Well call me fou (which wouldn’t be the first time…) but lentilles du Puy, the French green lentils from the Auvergne, are not called ‘the caviar of lentils’ for nothing.


I’m sure many of your out there might lie awake at night, staring at the ceiling, thinking, “Gee, I wonder if David’s right, and there really is a difference between ordinary green French lentils and lentilles du Puy?”

I will save you a sleepless night and say, Yes!”…there is.
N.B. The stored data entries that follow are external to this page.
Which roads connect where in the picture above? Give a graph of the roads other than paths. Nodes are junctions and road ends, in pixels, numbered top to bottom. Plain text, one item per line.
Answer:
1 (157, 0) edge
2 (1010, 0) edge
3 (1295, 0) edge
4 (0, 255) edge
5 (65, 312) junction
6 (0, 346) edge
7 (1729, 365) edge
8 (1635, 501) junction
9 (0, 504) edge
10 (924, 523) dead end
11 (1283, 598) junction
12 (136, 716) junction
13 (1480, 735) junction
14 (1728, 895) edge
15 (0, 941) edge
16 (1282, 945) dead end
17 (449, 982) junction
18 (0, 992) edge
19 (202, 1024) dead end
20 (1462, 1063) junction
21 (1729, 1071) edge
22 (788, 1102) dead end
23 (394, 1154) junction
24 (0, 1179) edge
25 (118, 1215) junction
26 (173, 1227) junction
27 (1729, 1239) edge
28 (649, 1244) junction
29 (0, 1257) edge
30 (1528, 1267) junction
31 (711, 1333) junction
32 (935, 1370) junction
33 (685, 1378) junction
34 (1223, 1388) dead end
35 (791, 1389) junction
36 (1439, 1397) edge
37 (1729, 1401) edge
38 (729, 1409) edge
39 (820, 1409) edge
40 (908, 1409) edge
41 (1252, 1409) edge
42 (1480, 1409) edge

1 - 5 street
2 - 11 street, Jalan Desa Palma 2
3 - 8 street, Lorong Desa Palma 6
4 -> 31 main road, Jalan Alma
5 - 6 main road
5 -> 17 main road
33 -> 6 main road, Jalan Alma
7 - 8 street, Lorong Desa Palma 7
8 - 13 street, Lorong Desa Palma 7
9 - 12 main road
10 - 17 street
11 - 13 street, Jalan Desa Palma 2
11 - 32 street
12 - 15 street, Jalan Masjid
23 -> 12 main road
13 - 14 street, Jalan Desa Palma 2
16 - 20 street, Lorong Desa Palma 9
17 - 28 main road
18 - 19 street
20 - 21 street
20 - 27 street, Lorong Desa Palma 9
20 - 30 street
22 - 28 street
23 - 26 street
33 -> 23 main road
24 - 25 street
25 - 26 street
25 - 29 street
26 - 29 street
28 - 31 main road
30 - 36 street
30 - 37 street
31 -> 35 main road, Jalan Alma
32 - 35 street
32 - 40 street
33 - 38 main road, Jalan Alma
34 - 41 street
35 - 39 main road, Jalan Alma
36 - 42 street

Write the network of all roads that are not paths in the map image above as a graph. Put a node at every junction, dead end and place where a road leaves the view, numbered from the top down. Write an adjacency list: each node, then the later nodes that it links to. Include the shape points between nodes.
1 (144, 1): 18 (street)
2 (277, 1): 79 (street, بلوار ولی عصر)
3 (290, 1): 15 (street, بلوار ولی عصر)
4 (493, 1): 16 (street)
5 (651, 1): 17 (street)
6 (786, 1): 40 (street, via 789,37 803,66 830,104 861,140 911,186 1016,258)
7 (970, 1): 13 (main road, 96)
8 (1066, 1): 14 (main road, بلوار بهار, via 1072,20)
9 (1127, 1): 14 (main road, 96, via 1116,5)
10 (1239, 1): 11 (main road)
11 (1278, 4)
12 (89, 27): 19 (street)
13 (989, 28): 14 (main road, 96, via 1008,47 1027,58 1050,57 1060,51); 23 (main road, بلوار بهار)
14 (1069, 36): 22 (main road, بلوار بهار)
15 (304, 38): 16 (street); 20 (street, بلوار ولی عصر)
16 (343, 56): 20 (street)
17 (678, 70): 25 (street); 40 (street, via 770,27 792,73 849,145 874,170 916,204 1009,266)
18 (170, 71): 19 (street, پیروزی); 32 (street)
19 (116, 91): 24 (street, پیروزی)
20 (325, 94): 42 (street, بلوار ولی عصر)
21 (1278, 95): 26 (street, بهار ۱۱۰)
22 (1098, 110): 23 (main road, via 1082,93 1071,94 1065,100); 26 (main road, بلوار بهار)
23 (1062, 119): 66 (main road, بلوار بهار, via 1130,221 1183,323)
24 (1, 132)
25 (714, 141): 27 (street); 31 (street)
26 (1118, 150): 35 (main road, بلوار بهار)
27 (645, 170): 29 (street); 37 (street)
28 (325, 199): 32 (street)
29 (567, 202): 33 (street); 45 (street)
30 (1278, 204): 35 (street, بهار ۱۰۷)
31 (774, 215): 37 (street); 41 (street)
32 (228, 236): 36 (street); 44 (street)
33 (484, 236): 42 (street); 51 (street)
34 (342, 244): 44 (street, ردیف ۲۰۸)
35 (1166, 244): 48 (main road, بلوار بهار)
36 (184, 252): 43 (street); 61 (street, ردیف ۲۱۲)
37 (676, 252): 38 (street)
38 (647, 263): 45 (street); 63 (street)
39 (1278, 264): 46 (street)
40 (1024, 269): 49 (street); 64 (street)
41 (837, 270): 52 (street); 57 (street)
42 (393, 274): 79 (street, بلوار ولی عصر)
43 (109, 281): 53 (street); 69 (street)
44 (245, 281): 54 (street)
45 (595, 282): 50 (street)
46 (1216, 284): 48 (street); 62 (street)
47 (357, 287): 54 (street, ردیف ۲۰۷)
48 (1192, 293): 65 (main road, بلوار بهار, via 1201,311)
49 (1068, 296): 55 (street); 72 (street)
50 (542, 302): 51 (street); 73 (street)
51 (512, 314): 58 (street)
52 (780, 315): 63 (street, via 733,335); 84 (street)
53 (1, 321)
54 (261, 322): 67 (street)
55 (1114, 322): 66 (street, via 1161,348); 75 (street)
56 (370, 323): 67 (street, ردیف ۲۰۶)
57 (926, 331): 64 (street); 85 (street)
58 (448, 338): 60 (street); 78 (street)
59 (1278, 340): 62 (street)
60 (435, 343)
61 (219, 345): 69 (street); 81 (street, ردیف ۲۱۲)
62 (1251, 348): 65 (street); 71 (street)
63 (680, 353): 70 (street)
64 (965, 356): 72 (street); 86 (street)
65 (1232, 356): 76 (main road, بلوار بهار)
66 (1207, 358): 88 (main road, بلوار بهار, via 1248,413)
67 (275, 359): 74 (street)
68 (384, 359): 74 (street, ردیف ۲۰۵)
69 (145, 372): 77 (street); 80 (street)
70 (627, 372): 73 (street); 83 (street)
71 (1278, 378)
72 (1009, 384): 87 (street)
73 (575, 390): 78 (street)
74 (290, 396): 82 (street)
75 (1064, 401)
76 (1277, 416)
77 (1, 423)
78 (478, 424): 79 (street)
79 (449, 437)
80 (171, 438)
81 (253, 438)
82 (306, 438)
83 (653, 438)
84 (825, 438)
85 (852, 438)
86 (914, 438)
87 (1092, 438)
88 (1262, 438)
Lentils from Puy are indeed the most fantastic lentils in the world and I’m one of their biggest fans. I didn’t think it was possible to get so excited about a grain (well, they’re actually a ‘pulse’, but that sounds funny) until I tried them. Their unique, nutty flavor is attributed to the volcanic soil they’re grown in, sans fertilizer, which gives them their fine, mineral-rich taste. The climate in the Auvergne also contributes to their unique texture: a lack of humidity and abundant sunshine, courtesy of the surrounding mountains and volcanic deposits, ensures that the lentils dry on the plant all by themselves. Consequently, lentilles du Puy have less starch than other green lentils, so they don’t get all mushy and muddy when cooked like those hippy-dippy soups people used to make.

So how does one know if they have real lentilles du Puy as opposed just ordinary French green lentils?

It’s simple; look for the AOC seal on the package, which certifies they’re truly lentilles du Puy, and not tiny, disk-shaped, vastly-inferior impostors. And they will say du Puy too. And don’t be tempted to buy the less-expensive, ordinary French green lentils which cost about a third of the price. Believe me, there’s no comparison.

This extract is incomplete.